La relation économique entre les secteurs automobiles du Canada et des États-Unis est profondément imbriquée. Les composants traversent souvent la frontière plusieurs fois avant qu’un véhicule ne soit achevé. Selon Statistique Canada, le commerce automobile entre les deux pays a dépassé 107 milliards de dollars l’année dernière.
Bryan Gomes, qui gère un centre de distribution de pièces près de Windsor, m’a montré son système de suivi d’inventaire lors de ma visite. « Nous voyons déjà la spéculation sur les prix affecter le marché, » explique-t-il. « Certains fournisseurs se protègent contre d’éventuels tarifs en ajustant leurs prix dès maintenant, ce qui rend les pièces légitimes plus coûteuses et crée des opportunités pour les alternatives du marché noir. »

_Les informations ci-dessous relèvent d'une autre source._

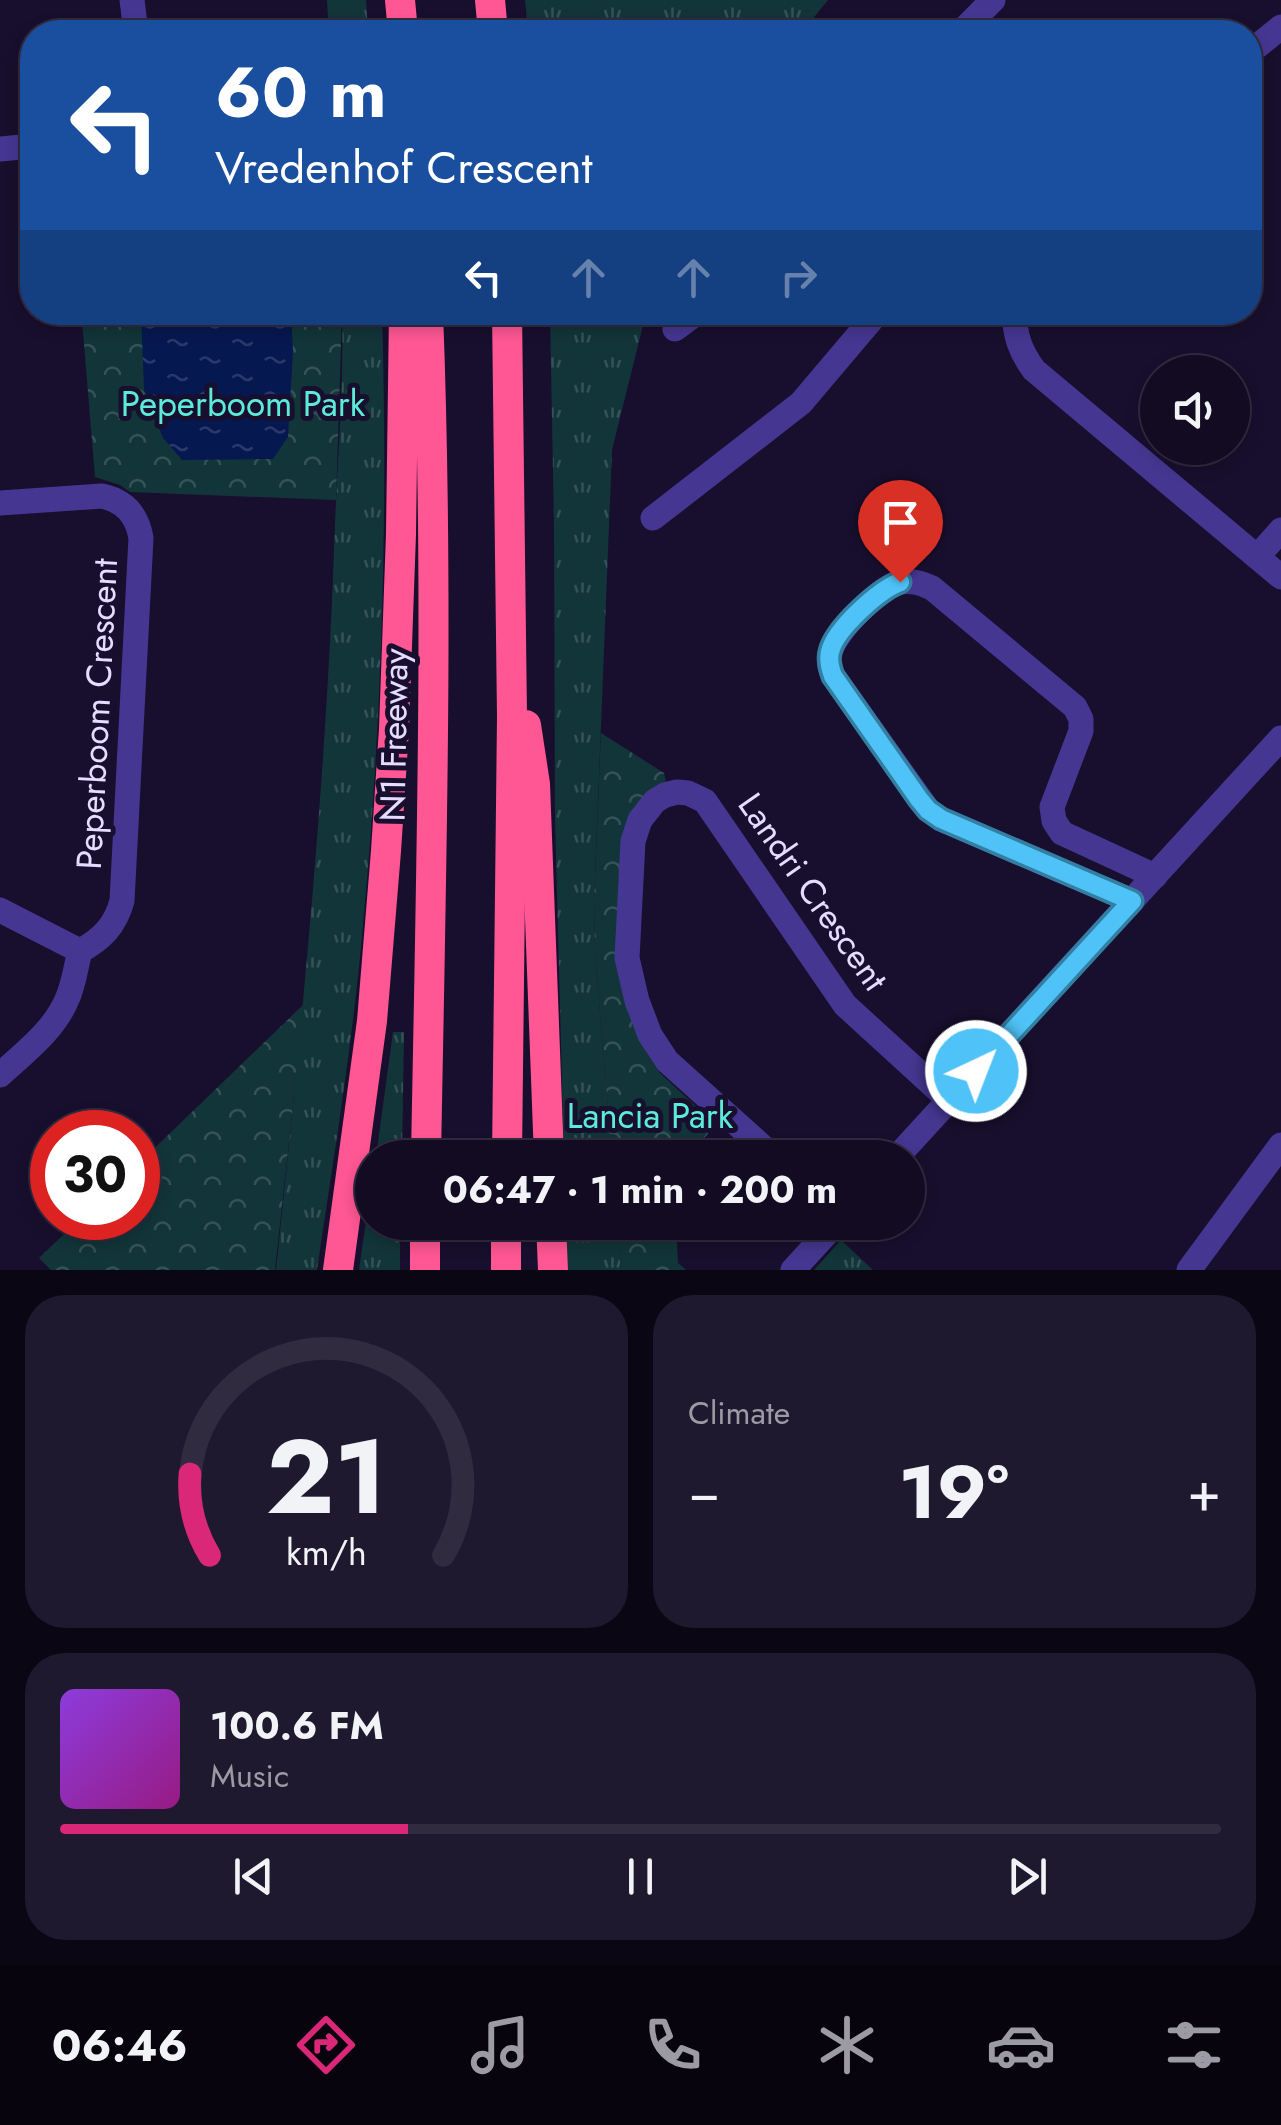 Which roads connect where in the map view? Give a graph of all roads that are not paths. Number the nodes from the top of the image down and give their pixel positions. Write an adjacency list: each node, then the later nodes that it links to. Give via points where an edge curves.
1 (993, 0): 2 (street)
2 (974, 20)
3 (404, 325): 33 (highway, via 388,834 372,1021)
4 (429, 325): 23 (highway, N1 Freeway, via 433,664)
5 (507, 325): 15 (highway)
6 (680, 325): 9 (street)
7 (867, 325): 11 (street, via 801,403)
8 (1015, 325): 13 (street, via 1034,370)
9 (675, 329)
10 (0, 503): 20 (street, Peperboom Crescent, via 102,496 124,504 141,538 122,901 109,931)
11 (652, 518)
12 (1281, 530): 13 (street)
13 (1257, 556): 14 (street)
14 (1281, 577)
15 (512, 684): 24 (highway); 25 (highway, via 535,784)
16 (1281, 738): 17 (street)
17 (1155, 876): 18 (street); 18 (street, via 1062,833 1052,807 1081,731 1076,707 932,588 910,581 887,587 844,628 830,652 833,676 928,810)
18 (1132, 901): 22 (street)
19 (0, 910): 20 (street)
20 (80, 951): 21 (street, via 60,1013)
21 (0, 1076)
22 (950, 1100): 26 (street, Landri Crescent, via 844,1005 705,801 676,792 646,810 635,830 628,958 650,1035 667,1062); 27 (street)
23 (426, 1140)
24 (507, 1140)
25 (547, 1140)
26 (755, 1140)
27 (913, 1140)
28 (1281, 1145): 38 (street)
29 (425, 1240): 34 (highway)
30 (506, 1240): 35 (highway)
31 (551, 1240): 36 (highway)
32 (820, 1240): 37 (street)
33 (338, 1270)
34 (424, 1270)
35 (506, 1270)
36 (552, 1270)
37 (793, 1270)
38 (1190, 1270)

Les impacts s’étendent au-delà des coûts pour les consommateurs. Les communautés construites autour de la fabrication automobile se sentent particulièrement vulnérables. À Oshawa, où General Motors maintient d’importantes opérations, la conseillère municipale Emma Richardson a décrit les effets en cascade : « Quand les emplois du secteur automobile sont menacés par les tarifs, et qu’en même temps nos résidents ne peuvent pas se permettre d’assurance à cause des taux de vol, cela crée une tempête parfaite d’insécurité économique. »

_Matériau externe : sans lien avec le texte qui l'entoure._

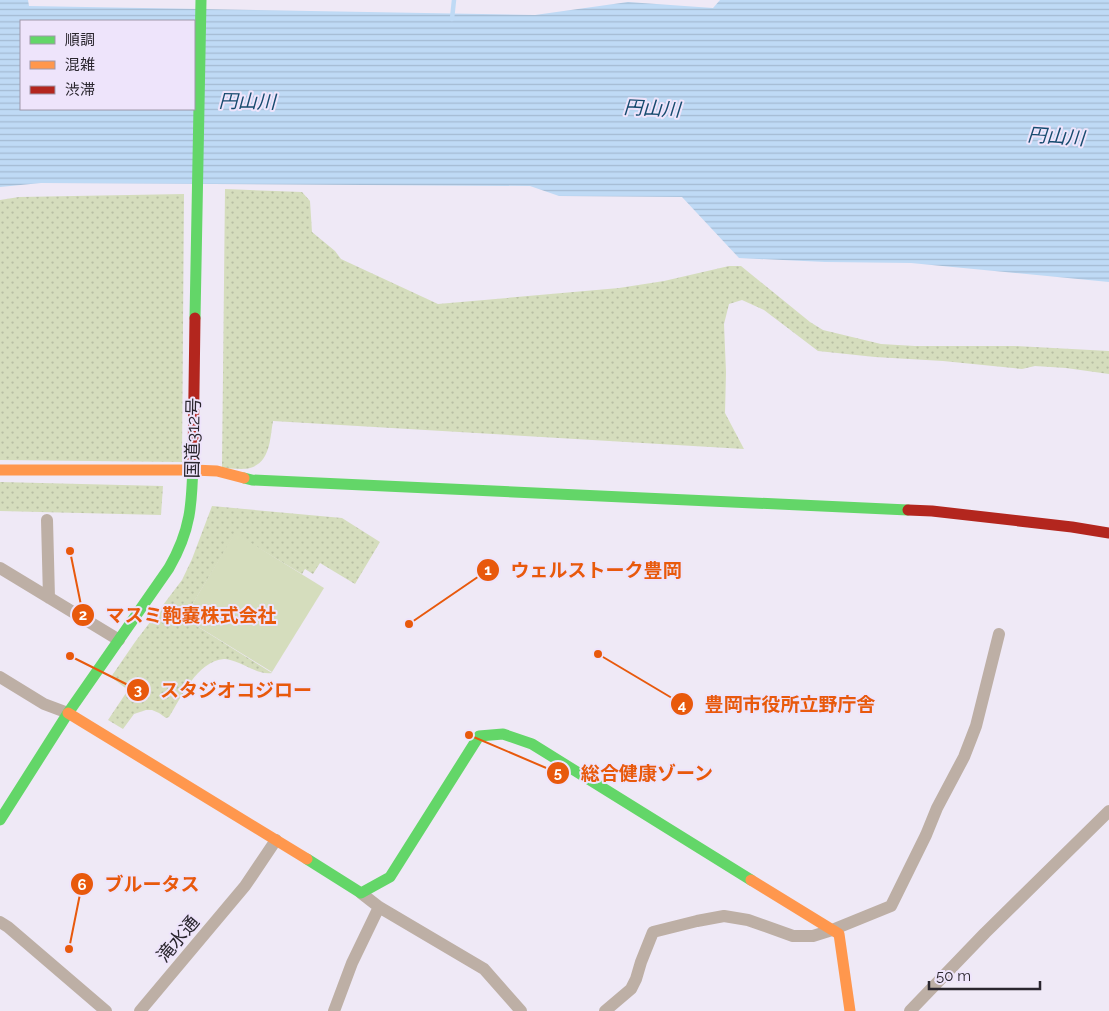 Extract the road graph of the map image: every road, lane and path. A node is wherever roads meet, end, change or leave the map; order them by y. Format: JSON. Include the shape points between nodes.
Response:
{"nodes":[{"id":1,"x":201,"y":0,"type":"edge"},
{"id":2,"x":0,"y":470,"type":"edge"},
{"id":3,"x":193,"y":470,"type":"junction"},
{"id":4,"x":48,"y":520,"type":"dead end"},
{"id":5,"x":1109,"y":533,"type":"edge"},
{"id":6,"x":0,"y":568,"type":"edge"},
{"id":7,"x":49,"y":598,"type":"junction"},
{"id":8,"x":1000,"y":634,"type":"dead end"},
{"id":9,"x":119,"y":640,"type":"junction"},
{"id":10,"x":0,"y":677,"type":"edge"},
{"id":11,"x":68,"y":713,"type":"junction"},
{"id":12,"x":1109,"y":811,"type":"edge"},
{"id":13,"x":0,"y":820,"type":"edge"},
{"id":14,"x":276,"y":840,"type":"junction"},
{"id":15,"x":361,"y":893,"type":"junction"},
{"id":16,"x":379,"y":907,"type":"junction"},
{"id":17,"x":0,"y":922,"type":"edge"},
{"id":18,"x":832,"y":930,"type":"junction"},
{"id":19,"x":106,"y":1011,"type":"edge"},
{"id":20,"x":140,"y":1011,"type":"edge"},
{"id":21,"x":334,"y":1011,"type":"edge"},
{"id":22,"x":521,"y":1011,"type":"edge"},
{"id":23,"x":605,"y":1011,"type":"edge"},
{"id":24,"x":850,"y":1011,"type":"edge"},
{"id":25,"x":910,"y":1011,"type":"edge"}],
"edges":[{"from":1,"to":3,"type":"main road","name":"国道312号"},
{"from":2,"to":3,"type":"main road"},
{"from":3,"to":5,"type":"main road","via":[[217,471],[252,480],[932,511]]},
{"from":3,"to":9,"type":"main road","name":"国道312号","via":[[192,499],[181,546]]},
{"from":4,"to":7,"type":"street"},
{"from":6,"to":7,"type":"street"},
{"from":7,"to":9,"type":"street"},
{"from":8,"to":18,"type":"street","via":[[976,726],[964,757],[892,906]]},
{"from":9,"to":11,"type":"main road","name":"国道312号"},
{"from":10,"to":11,"type":"street","via":[[44,704]]},
{"from":11,"to":13,"type":"main road","name":"国道312号"},
{"from":11,"to":14,"type":"main road"},
{"from":12,"to":25,"type":"street"},
{"from":14,"to":15,"type":"main road"},
{"from":14,"to":20,"type":"street","name":"滝水通","via":[[245,886]]},
{"from":15,"to":16,"type":"street"},
{"from":15,"to":18,"type":"main road","via":[[390,877],[478,736],[503,734],[532,744]]},
{"from":16,"to":21,"type":"street","via":[[352,963]]},
{"from":16,"to":22,"type":"street","via":[[484,969]]},
{"from":17,"to":19,"type":"street"},
{"from":18,"to":23,"type":"street","via":[[813,936],[794,936],[748,920],[724,916],[653,932],[631,989]]},
{"from":18,"to":24,"type":"main road","via":[[839,934]]}]}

Les compagnies d’assurance ont réagi en augmentant les primes. Les assurés canadiens paient maintenant en moyenne 340 $ de plus par an uniquement en raison du vol d’automobiles, selon les chiffres de l’industrie. Certains quartiers de Toronto et de Montréal font face à des surcharges d’assurance approchant 30 % au-dessus des taux standard.
« Les gens ne font pas toujours le lien entre la politique commerciale internationale et la criminalité dans leur quartier, » observe le professeur James Wilson, qui étudie la sécurité économique à l’Université Carleton. « Mais la relation est de plus en plus directe. Quand on crée des barrières artificielles au commerce dans des économies hautement intégrées, les entreprises criminelles exploitent ces inefficacités. »

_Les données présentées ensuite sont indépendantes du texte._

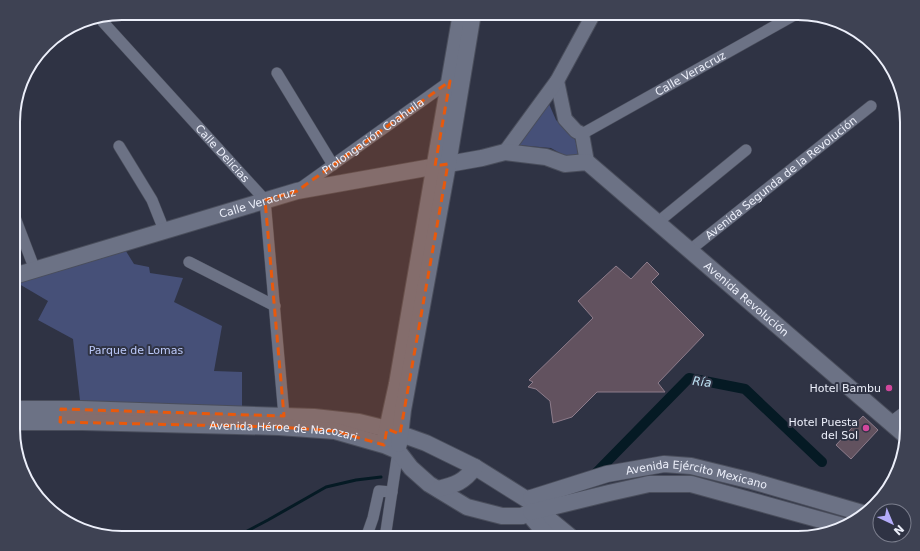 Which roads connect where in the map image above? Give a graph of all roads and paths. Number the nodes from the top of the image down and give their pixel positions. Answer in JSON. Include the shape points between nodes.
{"nodes":[{"id":1,"x":460,"y":20,"type":"edge"},
{"id":2,"x":472,"y":20,"type":"edge"},
{"id":3,"x":590,"y":20,"type":"edge"},
{"id":4,"x":786,"y":20,"type":"edge"},
{"id":5,"x":102,"y":22,"type":"edge"},
{"id":6,"x":277,"y":73,"type":"dead end"},
{"id":7,"x":450,"y":81,"type":"junction"},
{"id":8,"x":557,"y":81,"type":"junction"},
{"id":9,"x":871,"y":106,"type":"dead end"},
{"id":10,"x":582,"y":134,"type":"junction"},
{"id":11,"x":119,"y":146,"type":"dead end"},
{"id":12,"x":746,"y":150,"type":"dead end"},
{"id":13,"x":506,"y":152,"type":"junction"},
{"id":14,"x":587,"y":162,"type":"junction"},
{"id":15,"x":333,"y":165,"type":"junction"},
{"id":16,"x":442,"y":165,"type":"junction"},
{"id":17,"x":297,"y":191,"type":"junction"},
{"id":18,"x":264,"y":200,"type":"junction"},
{"id":19,"x":658,"y":222,"type":"junction"},
{"id":20,"x":164,"y":230,"type":"junction"},
{"id":21,"x":20,"y":231,"type":"edge"},
{"id":22,"x":690,"y":250,"type":"junction"},
{"id":23,"x":189,"y":262,"type":"dead end"},
{"id":24,"x":35,"y":270,"type":"junction"},
{"id":25,"x":20,"y":274,"type":"edge"},
{"id":26,"x":275,"y":306,"type":"junction"},
{"id":27,"x":20,"y":410,"type":"edge"},
{"id":28,"x":61,"y":415,"type":"junction"},
{"id":29,"x":900,"y":415,"type":"edge"},
{"id":30,"x":20,"y":421,"type":"edge"},
{"id":31,"x":281,"y":421,"type":"junction"},
{"id":32,"x":891,"y":422,"type":"junction"},
{"id":33,"x":393,"y":431,"type":"junction"},
{"id":34,"x":900,"y":431,"type":"edge"},
{"id":35,"x":391,"y":448,"type":"junction"},
{"id":36,"x":475,"y":468,"type":"junction"},
{"id":37,"x":438,"y":489,"type":"junction"},
{"id":38,"x":392,"y":492,"type":"junction"},
{"id":39,"x":531,"y":505,"type":"junction"},
{"id":40,"x":858,"y":512,"type":"edge"},
{"id":41,"x":835,"y":524,"type":"edge"},
{"id":42,"x":368,"y":531,"type":"edge"},
{"id":43,"x":386,"y":531,"type":"edge"},
{"id":44,"x":543,"y":531,"type":"edge"},
{"id":45,"x":563,"y":531,"type":"edge"}],
"edges":[{"from":1,"to":7,"type":"main road"},
{"from":2,"to":16,"type":"main road"},
{"from":3,"to":8,"type":"street"},
{"from":4,"to":10,"type":"street","name":"Calle Veracruz"},
{"from":5,"to":18,"type":"street","name":"Calle Delicias"},
{"from":6,"to":15,"type":"street"},
{"from":7,"to":15,"type":"street","name":"Prolongación Coahuila"},
{"from":7,"to":16,"type":"main road"},
{"from":8,"to":10,"type":"street","via":[[565,119]]},
{"from":8,"to":13,"type":"street"},
{"from":9,"to":22,"type":"street","name":"Avenida Segunda de la Revolución"},
{"from":10,"to":14,"type":"street"},
{"from":11,"to":20,"type":"street","via":[[152,200]]},
{"from":12,"to":19,"type":"street"},
{"from":13,"to":14,"type":"main road","via":[[546,157],[565,164]]},
{"from":13,"to":16,"type":"main road","name":"Calle Veracruz"},
{"from":14,"to":19,"type":"main road","name":"Avenida Revolución"},
{"from":15,"to":17,"type":"street","name":"Prolongación Coahuila"},
{"from":16,"to":17,"type":"main road","name":"Calle Veracruz"},
{"from":16,"to":33,"type":"main road"},
{"from":17,"to":18,"type":"main road","name":"Calle Veracruz"},
{"from":18,"to":20,"type":"main road","name":"Calle Veracruz"},
{"from":18,"to":26,"type":"street"},
{"from":19,"to":22,"type":"main road","name":"Avenida Revolución"},
{"from":20,"to":24,"type":"main road","name":"Calle Veracruz"},
{"from":21,"to":24,"type":"street"},
{"from":22,"to":32,"type":"main road","name":"Avenida Revolución"},
{"from":23,"to":26,"type":"street"},
{"from":24,"to":25,"type":"main road","name":"Calle Veracruz"},
{"from":26,"to":31,"type":"street"},
{"from":27,"to":28,"type":"main road","name":"Avenida Héroe de Nacozari"},
{"from":28,"to":30,"type":"main road","name":"Avenida Héroe de Nacozari"},
{"from":28,"to":31,"type":"main road","name":"Avenida Héroe de Nacozari"},
{"from":29,"to":32,"type":"street"},
{"from":31,"to":33,"type":"main road","name":"Avenida Héroe de Nacozari","via":[[314,417],[358,422]]},
{"from":31,"to":35,"type":"main road","name":"Avenida Héroe de Nacozari","via":[[335,431]]},
{"from":32,"to":34,"type":"main road","name":"Avenida Revolución"},
{"from":33,"to":35,"type":"main road"},
{"from":33,"to":36,"type":"main road","name":"Avenida Héroe de Nacozari","via":[[426,443]]},
{"from":35,"to":37,"type":"main road","via":[[429,484]]},
{"from":35,"to":38,"type":"street"},
{"from":36,"to":37,"type":"main road","via":[[467,478],[453,486]]},
{"from":36,"to":39,"type":"main road","name":"Avenida Héroe de Nacozari"},
{"from":37,"to":39,"type":"main road","via":[[467,507],[502,516],[522,516]]},
{"from":38,"to":42,"type":"street","via":[[379,491]]},
{"from":38,"to":43,"type":"street"},
{"from":39,"to":40,"type":"main road","name":"Avenida Ejército Mexicano","via":[[607,474],[664,464],[691,466],[752,481]]},
{"from":39,"to":41,"type":"main road","name":"Avenida Ejército Mexicano","via":[[650,484],[691,484]]},
{"from":39,"to":44,"type":"main road","name":"Avenida Héroe de Nacozari"},
{"from":39,"to":45,"type":"main road","name":"Avenida Héroe de Nacozari"}]}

Pour les forces de l’ordre, le défi est considérable. L’inspecteur-détective Carolyn Russell de la GRC a noté que ces réseaux de vol ont évolué au-delà des criminels opportunistes. « Nous avons affaire à des réseaux sophistiqués qui analysent les chaînes d’approvisionnement, surveillent la sécurité portuaire et répondent aux signaux du marché avec une efficacité remarquable. »
Alors que je me préparais à retourner du côté américain de la frontière, un agent des douanes qui a demandé l’anonymité a partagé une observation qui capture parfaitement la situation : « Nous dépensons des millions pour détecter la contrebande entrant dans le pays, mais ce sont les politiques parfaitement légitimes venant de Washington qui pourraient alimenter certaines des entreprises criminelles les plus rentables. »
L’amère ironie n’échappe ni aux responsables canadiens ni aux citoyens – des politiques ostensiblement conçues pour protéger l’industrie américaine pourraient finalement renforcer les réseaux criminels transfrontaliers tout en affaiblissant les relations commerciales légitimes construites sur des décennies.
Jusqu’à ce que les décideurs reconnaissent comment les décisions commerciales se répercutent à travers les économies légales et illégales, les communautés des deux côtés de cette frontière cruciale continueront à en payer le prix – en véhicules volés, en moyens de subsistance endommagés et en sécurité économique érodée.